*** INFORMATION PROVIDED ***

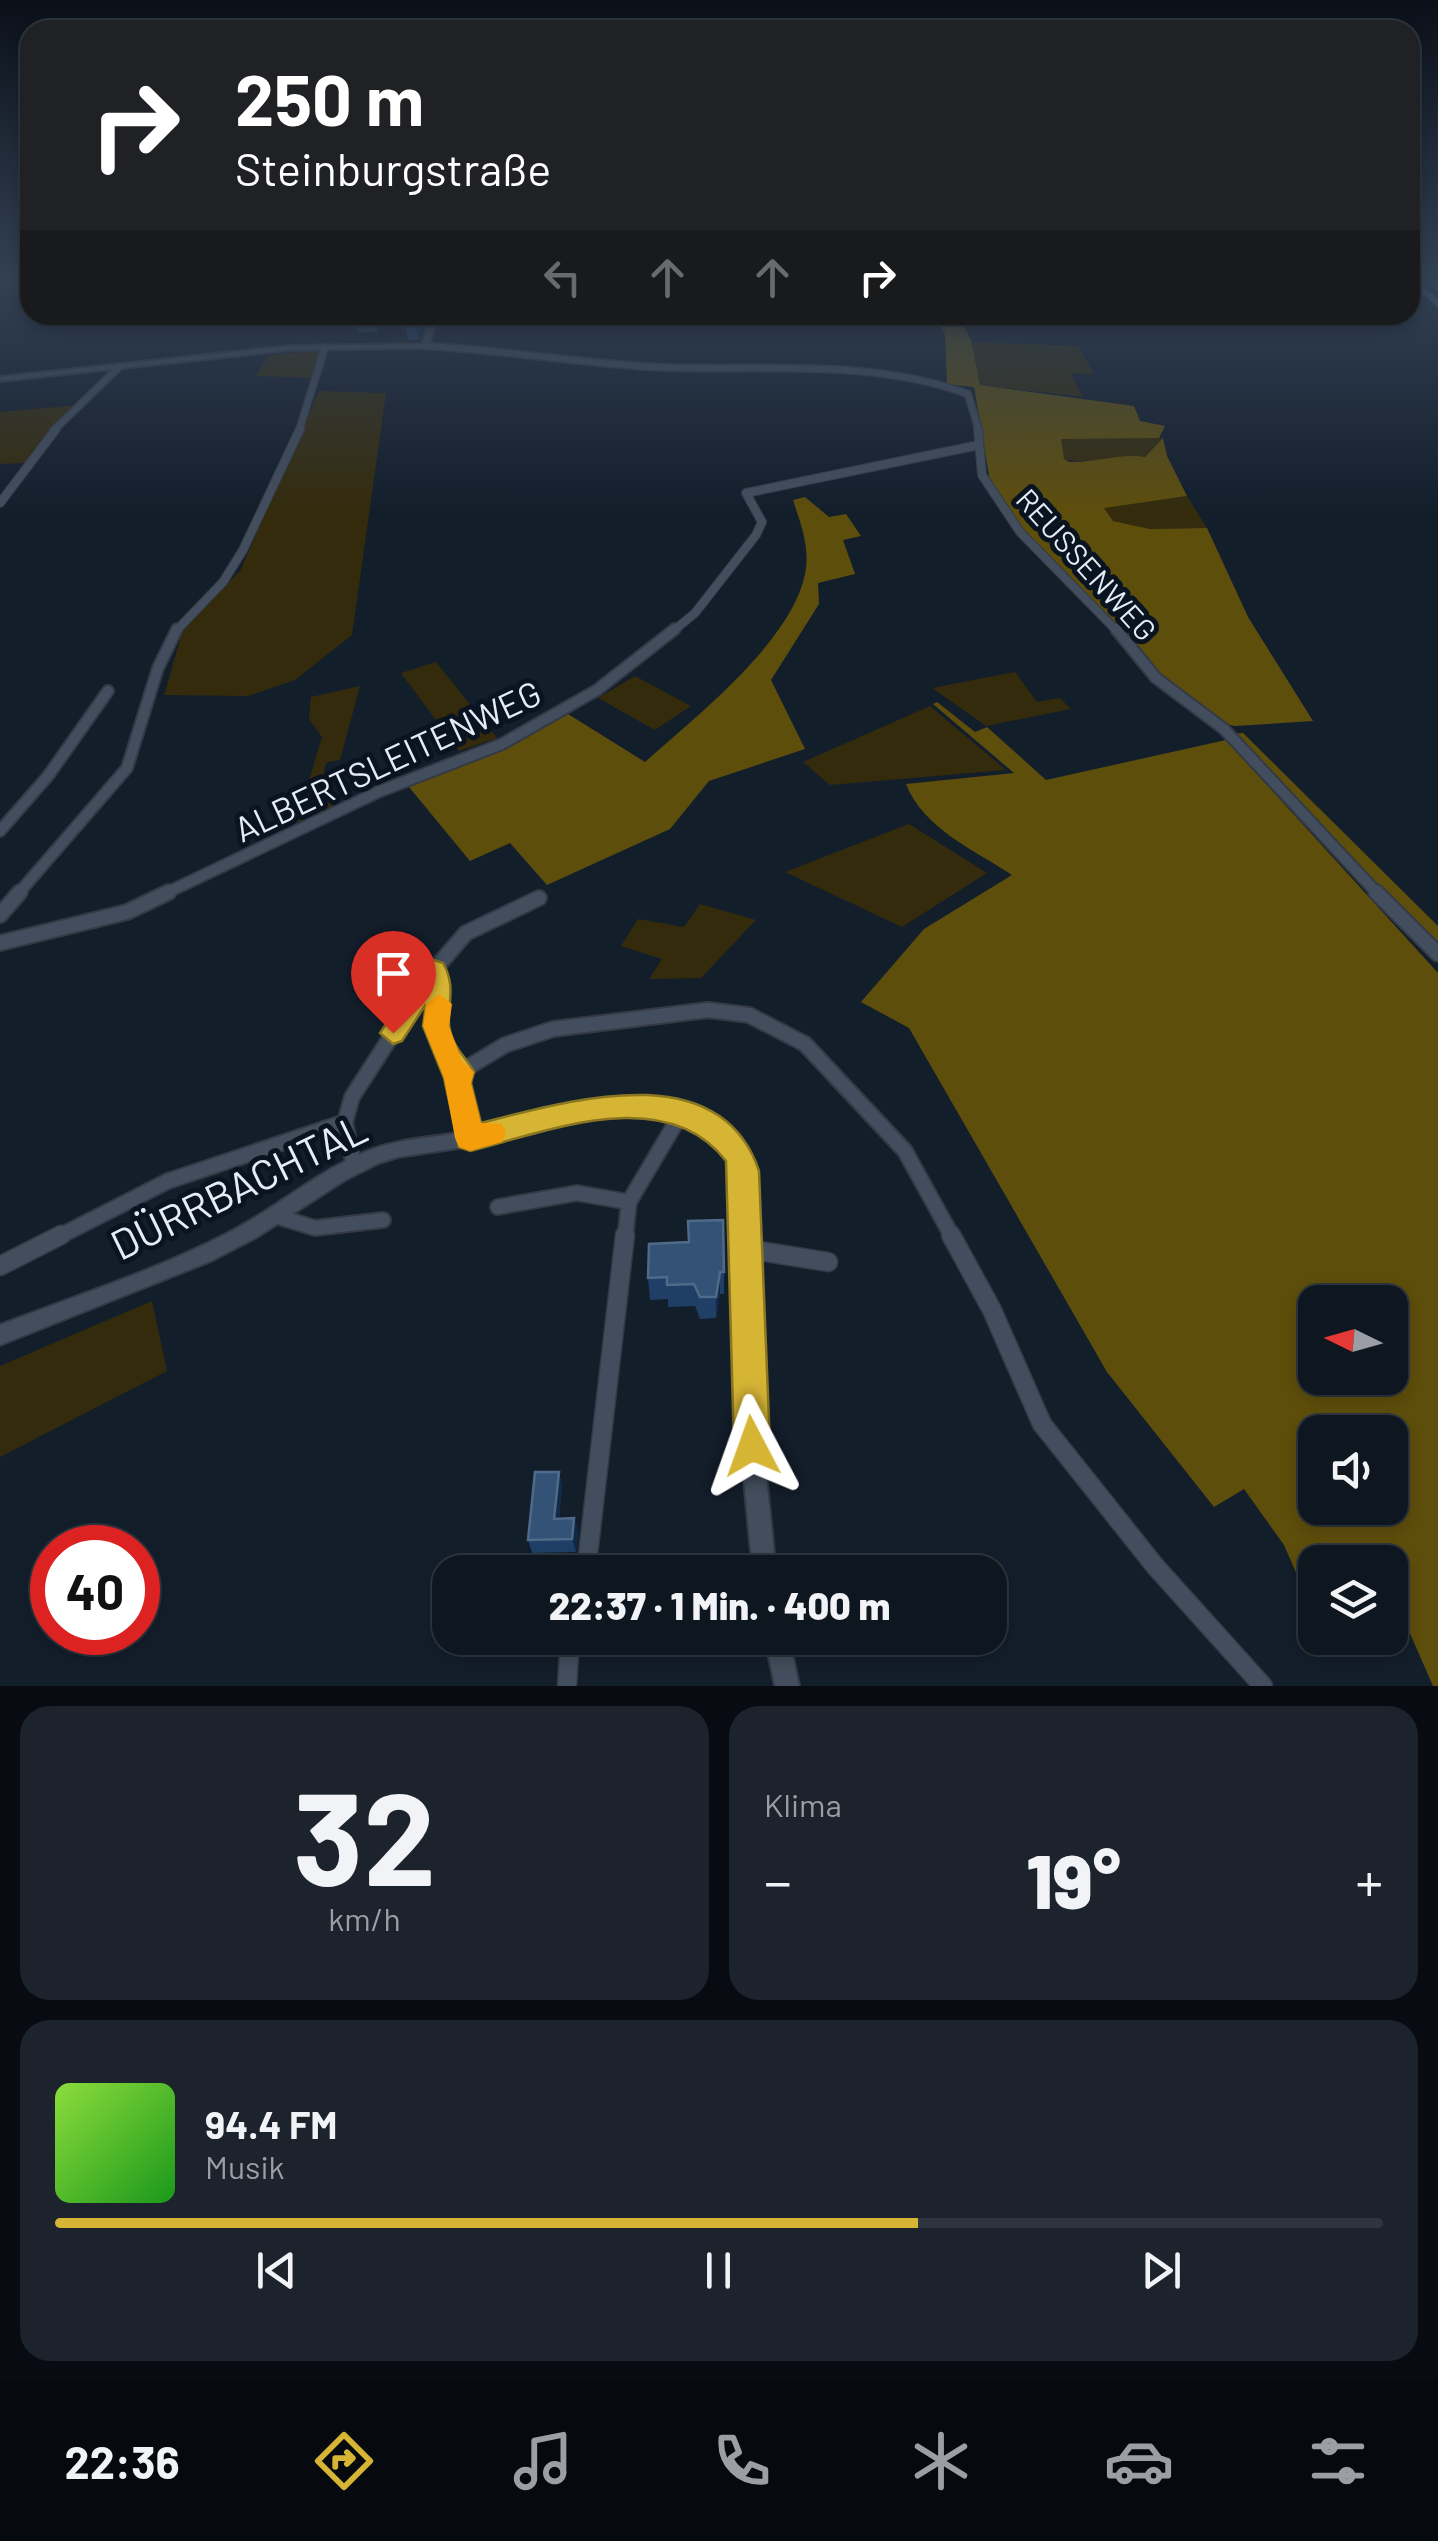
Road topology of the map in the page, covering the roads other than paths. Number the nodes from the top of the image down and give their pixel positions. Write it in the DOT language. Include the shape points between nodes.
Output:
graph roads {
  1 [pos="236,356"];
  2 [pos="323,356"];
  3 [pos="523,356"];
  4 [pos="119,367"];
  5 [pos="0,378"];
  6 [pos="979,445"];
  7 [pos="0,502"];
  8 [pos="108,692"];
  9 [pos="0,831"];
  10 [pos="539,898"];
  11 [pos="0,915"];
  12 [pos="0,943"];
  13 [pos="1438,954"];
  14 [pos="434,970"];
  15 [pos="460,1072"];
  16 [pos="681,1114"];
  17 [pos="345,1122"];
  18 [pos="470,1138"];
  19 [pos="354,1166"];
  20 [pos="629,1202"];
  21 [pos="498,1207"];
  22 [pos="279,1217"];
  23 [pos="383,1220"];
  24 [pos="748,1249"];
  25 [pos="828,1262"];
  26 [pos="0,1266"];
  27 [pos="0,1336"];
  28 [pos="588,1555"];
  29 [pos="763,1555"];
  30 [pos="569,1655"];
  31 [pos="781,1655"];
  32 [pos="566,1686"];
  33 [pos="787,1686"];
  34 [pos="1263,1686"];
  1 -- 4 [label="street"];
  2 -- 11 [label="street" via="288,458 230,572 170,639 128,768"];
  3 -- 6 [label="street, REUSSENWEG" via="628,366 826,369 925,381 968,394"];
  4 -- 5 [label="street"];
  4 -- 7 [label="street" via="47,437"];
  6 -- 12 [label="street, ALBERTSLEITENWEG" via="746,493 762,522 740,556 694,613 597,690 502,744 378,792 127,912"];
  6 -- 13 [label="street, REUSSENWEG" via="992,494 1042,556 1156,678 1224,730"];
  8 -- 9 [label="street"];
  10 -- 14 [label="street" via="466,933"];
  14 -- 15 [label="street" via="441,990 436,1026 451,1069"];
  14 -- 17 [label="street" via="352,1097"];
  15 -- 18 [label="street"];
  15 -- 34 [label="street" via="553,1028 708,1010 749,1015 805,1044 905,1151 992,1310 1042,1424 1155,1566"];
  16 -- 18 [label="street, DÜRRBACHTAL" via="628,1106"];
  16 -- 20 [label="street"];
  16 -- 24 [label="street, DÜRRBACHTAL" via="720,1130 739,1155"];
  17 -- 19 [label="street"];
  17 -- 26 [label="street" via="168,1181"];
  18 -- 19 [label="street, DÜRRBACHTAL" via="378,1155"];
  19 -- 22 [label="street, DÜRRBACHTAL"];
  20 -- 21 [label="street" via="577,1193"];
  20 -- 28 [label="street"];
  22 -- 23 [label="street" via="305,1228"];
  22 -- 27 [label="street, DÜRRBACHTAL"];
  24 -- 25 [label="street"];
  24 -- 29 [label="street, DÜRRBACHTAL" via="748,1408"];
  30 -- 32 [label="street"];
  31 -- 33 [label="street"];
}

*** End of INFORMATION PROVIDED ***
*** INFORMATION PROVIDED ***

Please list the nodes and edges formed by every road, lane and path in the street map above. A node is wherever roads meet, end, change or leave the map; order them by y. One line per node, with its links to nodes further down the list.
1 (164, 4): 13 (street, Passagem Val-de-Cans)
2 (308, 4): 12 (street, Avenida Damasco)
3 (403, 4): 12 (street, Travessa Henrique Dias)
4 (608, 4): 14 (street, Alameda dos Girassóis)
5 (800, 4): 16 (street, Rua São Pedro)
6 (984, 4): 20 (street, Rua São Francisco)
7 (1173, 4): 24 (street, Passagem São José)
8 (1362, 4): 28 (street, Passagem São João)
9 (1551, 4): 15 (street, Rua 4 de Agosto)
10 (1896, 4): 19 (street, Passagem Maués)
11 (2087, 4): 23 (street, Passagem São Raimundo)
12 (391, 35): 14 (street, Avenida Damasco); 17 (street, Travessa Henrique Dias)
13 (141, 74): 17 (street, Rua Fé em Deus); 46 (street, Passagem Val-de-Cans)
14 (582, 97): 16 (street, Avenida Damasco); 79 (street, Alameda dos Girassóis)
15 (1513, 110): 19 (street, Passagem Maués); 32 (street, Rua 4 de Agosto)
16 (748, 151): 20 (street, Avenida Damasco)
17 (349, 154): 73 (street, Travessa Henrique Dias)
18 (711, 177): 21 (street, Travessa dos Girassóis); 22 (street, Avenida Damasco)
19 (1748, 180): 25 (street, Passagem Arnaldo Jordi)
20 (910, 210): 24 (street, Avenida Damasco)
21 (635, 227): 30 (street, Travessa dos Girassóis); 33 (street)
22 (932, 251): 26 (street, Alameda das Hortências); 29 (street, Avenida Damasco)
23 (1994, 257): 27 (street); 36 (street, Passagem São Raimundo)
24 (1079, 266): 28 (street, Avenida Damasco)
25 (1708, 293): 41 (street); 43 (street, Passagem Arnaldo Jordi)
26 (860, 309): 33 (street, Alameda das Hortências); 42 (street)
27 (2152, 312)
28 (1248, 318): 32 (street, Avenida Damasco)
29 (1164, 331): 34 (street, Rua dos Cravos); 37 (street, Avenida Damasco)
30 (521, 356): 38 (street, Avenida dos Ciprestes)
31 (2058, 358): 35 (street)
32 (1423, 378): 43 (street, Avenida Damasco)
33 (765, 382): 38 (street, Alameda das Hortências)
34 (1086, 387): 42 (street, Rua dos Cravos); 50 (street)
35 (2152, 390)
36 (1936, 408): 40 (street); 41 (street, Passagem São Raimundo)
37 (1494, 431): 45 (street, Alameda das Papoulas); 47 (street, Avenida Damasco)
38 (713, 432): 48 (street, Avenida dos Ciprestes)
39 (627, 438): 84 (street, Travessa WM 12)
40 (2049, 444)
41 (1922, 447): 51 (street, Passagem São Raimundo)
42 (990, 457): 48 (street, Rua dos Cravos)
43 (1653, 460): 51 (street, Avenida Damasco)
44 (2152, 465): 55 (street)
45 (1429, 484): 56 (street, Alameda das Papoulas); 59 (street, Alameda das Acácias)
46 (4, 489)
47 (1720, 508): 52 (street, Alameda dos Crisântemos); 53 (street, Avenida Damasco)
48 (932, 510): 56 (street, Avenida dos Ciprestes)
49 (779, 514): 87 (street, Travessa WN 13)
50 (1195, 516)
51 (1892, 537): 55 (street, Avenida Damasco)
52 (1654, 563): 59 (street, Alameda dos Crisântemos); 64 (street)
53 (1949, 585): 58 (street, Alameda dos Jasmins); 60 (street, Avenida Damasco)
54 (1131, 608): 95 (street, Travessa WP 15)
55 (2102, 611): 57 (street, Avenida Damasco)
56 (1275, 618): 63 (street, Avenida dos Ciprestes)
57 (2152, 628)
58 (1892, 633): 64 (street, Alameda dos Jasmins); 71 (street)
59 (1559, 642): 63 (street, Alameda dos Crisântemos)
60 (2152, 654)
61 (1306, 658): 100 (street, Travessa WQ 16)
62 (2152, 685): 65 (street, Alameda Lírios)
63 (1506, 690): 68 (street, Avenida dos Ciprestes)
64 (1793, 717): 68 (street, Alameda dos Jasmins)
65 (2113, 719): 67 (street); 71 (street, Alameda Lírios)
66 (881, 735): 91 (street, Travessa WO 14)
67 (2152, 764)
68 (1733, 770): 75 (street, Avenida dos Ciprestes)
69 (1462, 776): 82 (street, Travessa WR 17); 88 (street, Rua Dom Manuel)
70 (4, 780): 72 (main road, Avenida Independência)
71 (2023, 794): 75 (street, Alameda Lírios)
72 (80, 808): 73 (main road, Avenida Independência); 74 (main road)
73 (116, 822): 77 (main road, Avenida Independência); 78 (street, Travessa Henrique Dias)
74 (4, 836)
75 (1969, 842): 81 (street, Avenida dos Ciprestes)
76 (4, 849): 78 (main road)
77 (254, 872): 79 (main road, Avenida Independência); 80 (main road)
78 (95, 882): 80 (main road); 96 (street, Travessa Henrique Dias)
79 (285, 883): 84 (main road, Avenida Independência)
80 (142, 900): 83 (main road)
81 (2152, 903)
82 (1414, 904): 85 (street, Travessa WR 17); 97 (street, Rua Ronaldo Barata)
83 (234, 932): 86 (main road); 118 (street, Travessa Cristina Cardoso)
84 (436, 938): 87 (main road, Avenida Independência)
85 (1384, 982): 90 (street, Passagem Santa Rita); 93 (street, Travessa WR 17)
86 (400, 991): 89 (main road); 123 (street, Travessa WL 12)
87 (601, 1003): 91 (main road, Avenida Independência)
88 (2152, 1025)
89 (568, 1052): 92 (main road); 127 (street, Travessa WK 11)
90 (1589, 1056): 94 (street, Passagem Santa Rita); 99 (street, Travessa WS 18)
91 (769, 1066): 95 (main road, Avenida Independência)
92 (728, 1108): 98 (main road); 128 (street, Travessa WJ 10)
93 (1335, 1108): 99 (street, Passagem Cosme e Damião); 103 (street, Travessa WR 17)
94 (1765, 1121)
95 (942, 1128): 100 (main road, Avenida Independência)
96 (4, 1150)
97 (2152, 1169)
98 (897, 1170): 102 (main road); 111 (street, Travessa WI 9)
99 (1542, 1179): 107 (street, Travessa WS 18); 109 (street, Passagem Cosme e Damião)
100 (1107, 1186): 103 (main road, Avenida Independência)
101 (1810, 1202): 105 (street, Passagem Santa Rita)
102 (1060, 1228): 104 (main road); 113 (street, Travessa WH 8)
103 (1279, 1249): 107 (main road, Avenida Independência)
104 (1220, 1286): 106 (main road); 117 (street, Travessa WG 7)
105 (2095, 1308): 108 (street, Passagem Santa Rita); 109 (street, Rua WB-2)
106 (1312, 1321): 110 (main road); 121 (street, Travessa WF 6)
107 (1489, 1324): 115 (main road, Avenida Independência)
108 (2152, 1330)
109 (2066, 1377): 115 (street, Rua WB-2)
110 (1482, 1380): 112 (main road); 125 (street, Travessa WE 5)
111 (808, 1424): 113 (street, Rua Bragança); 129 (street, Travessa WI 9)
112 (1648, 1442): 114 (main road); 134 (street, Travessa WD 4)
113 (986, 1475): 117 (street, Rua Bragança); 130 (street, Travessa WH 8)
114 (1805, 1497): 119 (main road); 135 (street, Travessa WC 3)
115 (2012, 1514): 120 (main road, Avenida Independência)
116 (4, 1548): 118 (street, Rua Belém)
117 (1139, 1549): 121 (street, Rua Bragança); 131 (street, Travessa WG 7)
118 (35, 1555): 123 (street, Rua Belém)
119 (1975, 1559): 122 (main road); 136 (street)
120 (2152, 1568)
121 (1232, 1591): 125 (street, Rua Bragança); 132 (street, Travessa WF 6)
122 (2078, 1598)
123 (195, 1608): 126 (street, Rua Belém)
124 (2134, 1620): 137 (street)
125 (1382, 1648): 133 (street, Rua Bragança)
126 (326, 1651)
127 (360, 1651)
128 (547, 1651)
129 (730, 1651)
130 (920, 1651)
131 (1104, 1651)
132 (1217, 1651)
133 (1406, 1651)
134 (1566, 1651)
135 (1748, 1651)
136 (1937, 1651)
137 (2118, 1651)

*** End of INFORMATION PROVIDED ***

YOUR ASSIGNMENT ▸
Every line of the listing above that includes "Dias" should be copied out.

RESULT OF THE EXERCISE ▸
3 (403, 4): 12 (street, Travessa Henrique Dias)
12 (391, 35): 14 (street, Avenida Damasco); 17 (street, Travessa Henrique Dias)
17 (349, 154): 73 (street, Travessa Henrique Dias)
73 (116, 822): 77 (main road, Avenida Independência); 78 (street, Travessa Henrique Dias)
78 (95, 882): 80 (main road); 96 (street, Travessa Henrique Dias)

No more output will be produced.